§ **PROVIDED MATERIAL**:
——————

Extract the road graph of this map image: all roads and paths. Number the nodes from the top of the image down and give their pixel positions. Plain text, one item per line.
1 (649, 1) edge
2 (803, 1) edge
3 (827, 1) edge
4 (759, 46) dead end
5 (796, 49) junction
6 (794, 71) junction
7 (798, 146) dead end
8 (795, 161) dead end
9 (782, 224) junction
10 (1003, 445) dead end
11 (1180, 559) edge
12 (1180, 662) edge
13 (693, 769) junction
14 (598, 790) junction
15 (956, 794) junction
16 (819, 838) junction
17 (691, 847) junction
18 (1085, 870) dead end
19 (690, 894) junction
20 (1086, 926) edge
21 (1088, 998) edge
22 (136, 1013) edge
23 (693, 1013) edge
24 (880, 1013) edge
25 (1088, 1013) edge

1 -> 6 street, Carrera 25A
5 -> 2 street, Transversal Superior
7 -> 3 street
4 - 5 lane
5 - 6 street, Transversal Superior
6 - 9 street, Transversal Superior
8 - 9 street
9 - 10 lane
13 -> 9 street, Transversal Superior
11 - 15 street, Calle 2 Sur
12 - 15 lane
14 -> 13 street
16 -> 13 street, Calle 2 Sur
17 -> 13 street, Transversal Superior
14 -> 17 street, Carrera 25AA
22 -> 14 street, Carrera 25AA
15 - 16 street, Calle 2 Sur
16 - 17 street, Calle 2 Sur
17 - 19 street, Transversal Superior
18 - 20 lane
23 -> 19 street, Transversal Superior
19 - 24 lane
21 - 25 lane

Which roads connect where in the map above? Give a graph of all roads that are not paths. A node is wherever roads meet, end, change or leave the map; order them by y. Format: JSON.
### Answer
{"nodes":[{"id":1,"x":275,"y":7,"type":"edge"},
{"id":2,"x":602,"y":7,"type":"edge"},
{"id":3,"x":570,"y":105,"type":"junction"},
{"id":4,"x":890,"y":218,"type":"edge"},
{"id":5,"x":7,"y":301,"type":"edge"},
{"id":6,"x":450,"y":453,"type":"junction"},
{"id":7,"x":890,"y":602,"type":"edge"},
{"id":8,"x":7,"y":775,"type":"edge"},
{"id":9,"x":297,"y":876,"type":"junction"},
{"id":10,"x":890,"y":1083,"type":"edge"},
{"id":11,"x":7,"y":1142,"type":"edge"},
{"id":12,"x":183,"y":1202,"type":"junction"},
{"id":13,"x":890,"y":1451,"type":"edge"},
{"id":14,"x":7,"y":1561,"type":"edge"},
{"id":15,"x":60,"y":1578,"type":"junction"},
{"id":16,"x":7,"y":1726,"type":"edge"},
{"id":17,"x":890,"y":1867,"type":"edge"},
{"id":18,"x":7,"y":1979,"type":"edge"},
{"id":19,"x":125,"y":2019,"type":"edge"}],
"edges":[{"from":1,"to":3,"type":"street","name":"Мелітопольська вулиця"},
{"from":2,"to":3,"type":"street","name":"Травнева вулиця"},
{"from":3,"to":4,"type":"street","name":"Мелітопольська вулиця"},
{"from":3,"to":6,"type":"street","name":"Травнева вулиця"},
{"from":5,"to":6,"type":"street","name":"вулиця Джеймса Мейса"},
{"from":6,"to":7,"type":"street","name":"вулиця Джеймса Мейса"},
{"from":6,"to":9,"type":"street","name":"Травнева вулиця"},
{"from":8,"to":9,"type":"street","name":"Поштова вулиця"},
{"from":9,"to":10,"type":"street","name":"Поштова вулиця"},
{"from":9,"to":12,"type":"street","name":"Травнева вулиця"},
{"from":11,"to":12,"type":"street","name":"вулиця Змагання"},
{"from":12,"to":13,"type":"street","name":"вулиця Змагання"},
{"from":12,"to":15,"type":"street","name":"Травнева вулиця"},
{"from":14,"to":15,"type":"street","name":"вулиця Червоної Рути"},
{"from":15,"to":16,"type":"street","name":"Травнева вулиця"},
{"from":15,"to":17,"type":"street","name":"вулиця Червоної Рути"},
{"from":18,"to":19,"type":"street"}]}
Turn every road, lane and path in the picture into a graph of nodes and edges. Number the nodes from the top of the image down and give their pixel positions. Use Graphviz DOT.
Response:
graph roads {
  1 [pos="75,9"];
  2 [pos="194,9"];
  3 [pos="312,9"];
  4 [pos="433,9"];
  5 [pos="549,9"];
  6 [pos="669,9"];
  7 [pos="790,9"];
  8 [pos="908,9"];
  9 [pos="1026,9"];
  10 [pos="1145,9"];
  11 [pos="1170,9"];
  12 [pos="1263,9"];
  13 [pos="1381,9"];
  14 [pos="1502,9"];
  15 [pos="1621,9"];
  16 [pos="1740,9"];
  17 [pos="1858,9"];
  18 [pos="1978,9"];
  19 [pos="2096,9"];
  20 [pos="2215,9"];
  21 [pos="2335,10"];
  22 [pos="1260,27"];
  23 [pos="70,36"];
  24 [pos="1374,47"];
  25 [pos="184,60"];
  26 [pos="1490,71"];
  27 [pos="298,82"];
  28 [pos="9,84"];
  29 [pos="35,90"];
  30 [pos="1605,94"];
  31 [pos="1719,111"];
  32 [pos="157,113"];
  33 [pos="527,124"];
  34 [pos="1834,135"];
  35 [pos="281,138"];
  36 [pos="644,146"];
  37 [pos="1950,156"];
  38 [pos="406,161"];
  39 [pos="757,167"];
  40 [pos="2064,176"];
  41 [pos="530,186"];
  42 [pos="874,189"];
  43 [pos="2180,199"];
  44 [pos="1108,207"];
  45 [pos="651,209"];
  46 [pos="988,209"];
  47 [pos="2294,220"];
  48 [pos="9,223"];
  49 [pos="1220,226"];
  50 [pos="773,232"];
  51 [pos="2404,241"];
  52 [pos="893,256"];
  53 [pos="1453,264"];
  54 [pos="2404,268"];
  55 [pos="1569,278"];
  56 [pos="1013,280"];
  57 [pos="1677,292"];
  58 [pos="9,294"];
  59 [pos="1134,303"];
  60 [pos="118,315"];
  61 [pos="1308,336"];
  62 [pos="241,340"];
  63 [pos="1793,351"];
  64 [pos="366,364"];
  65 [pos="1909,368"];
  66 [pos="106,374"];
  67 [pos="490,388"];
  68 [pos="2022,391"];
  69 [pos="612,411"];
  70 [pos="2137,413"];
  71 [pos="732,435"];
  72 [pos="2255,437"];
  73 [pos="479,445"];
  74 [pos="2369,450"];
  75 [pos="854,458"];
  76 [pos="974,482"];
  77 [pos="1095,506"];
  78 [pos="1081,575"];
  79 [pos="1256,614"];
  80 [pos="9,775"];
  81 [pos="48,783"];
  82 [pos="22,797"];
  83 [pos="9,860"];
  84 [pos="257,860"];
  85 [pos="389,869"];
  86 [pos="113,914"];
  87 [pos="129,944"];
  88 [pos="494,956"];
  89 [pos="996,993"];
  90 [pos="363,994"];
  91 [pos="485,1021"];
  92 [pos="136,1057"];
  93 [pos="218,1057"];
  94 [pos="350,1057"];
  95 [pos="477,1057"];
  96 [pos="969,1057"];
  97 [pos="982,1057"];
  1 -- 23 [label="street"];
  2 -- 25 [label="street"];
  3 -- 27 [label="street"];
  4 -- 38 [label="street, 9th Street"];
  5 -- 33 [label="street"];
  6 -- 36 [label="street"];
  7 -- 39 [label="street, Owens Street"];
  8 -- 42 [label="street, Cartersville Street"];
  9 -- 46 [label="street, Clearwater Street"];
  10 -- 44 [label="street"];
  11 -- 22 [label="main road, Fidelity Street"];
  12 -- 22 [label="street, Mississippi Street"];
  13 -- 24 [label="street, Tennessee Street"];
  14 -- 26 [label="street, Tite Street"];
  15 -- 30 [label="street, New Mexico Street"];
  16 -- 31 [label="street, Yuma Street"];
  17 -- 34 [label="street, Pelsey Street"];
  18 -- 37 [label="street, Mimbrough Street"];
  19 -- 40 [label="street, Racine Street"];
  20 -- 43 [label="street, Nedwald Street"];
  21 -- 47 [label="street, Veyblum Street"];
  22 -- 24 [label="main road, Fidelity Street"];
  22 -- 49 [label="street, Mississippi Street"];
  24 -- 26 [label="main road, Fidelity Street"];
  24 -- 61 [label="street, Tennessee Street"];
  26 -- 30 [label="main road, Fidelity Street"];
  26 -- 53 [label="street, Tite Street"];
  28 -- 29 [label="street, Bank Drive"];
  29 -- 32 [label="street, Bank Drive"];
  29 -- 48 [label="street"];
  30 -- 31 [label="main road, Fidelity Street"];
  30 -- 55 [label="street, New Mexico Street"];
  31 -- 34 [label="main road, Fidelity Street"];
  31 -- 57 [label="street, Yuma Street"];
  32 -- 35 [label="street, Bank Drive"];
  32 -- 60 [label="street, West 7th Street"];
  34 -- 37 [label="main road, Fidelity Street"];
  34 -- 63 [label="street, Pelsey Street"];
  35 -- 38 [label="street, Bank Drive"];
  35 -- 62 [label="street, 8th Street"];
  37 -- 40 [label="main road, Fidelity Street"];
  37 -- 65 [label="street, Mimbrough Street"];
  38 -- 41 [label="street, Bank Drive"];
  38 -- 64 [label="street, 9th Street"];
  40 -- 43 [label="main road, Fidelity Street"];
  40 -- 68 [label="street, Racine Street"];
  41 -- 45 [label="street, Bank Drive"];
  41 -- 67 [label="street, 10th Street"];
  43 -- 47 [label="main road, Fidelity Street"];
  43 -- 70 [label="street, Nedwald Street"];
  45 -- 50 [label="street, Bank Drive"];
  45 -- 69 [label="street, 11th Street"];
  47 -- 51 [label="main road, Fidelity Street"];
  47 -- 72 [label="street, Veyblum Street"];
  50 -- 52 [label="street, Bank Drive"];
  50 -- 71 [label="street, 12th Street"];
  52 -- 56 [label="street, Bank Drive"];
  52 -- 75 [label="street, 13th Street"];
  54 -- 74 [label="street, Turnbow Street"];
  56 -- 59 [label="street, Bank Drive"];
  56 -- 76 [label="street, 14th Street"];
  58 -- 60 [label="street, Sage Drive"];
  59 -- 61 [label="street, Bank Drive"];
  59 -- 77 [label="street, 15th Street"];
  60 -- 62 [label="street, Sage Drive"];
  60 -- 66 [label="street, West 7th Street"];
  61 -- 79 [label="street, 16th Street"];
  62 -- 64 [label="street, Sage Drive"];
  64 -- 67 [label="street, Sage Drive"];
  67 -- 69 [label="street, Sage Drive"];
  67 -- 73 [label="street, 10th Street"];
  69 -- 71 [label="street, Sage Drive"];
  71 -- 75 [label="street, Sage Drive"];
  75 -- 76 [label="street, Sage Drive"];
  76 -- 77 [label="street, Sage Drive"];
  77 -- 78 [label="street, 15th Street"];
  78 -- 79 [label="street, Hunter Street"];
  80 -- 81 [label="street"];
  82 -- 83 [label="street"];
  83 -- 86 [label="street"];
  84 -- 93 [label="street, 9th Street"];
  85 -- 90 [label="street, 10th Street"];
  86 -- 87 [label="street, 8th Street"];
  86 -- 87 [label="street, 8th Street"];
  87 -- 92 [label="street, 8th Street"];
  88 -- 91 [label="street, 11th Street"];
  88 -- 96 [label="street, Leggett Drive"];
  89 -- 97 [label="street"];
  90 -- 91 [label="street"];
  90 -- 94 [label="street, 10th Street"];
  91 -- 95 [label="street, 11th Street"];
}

——————

§ **THE TASK**: Write out word for word only the lines from the start of the entries down to the line with "Which roads connect", please, including both ends.

§ **RESULT FOR THIS TASK**:
Extract the road graph of this map image: all roads and paths. Number the nodes from the top of the image down and give their pixel positions. Plain text, one item per line.
1 (649, 1) edge
2 (803, 1) edge
3 (827, 1) edge
4 (759, 46) dead end
5 (796, 49) junction
6 (794, 71) junction
7 (798, 146) dead end
8 (795, 161) dead end
9 (782, 224) junction
10 (1003, 445) dead end
11 (1180, 559) edge
12 (1180, 662) edge
13 (693, 769) junction
14 (598, 790) junction
15 (956, 794) junction
16 (819, 838) junction
17 (691, 847) junction
18 (1085, 870) dead end
19 (690, 894) junction
20 (1086, 926) edge
21 (1088, 998) edge
22 (136, 1013) edge
23 (693, 1013) edge
24 (880, 1013) edge
25 (1088, 1013) edge

1 -> 6 street, Carrera 25A
5 -> 2 street, Transversal Superior
7 -> 3 street
4 - 5 lane
5 - 6 street, Transversal Superior
6 - 9 street, Transversal Superior
8 - 9 street
9 - 10 lane
13 -> 9 street, Transversal Superior
11 - 15 street, Calle 2 Sur
12 - 15 lane
14 -> 13 street
16 -> 13 street, Calle 2 Sur
17 -> 13 street, Transversal Superior
14 -> 17 street, Carrera 25AA
22 -> 14 street, Carrera 25AA
15 - 16 street, Calle 2 Sur
16 - 17 street, Calle 2 Sur
17 - 19 street, Transversal Superior
18 - 20 lane
23 -> 19 street, Transversal Superior
19 - 24 lane
21 - 25 lane

Which roads connect where in the map above? Give a graph of all roads that are not paths. A node is wherever roads meet, end, change or leave the map; order them by y. Format: JSON.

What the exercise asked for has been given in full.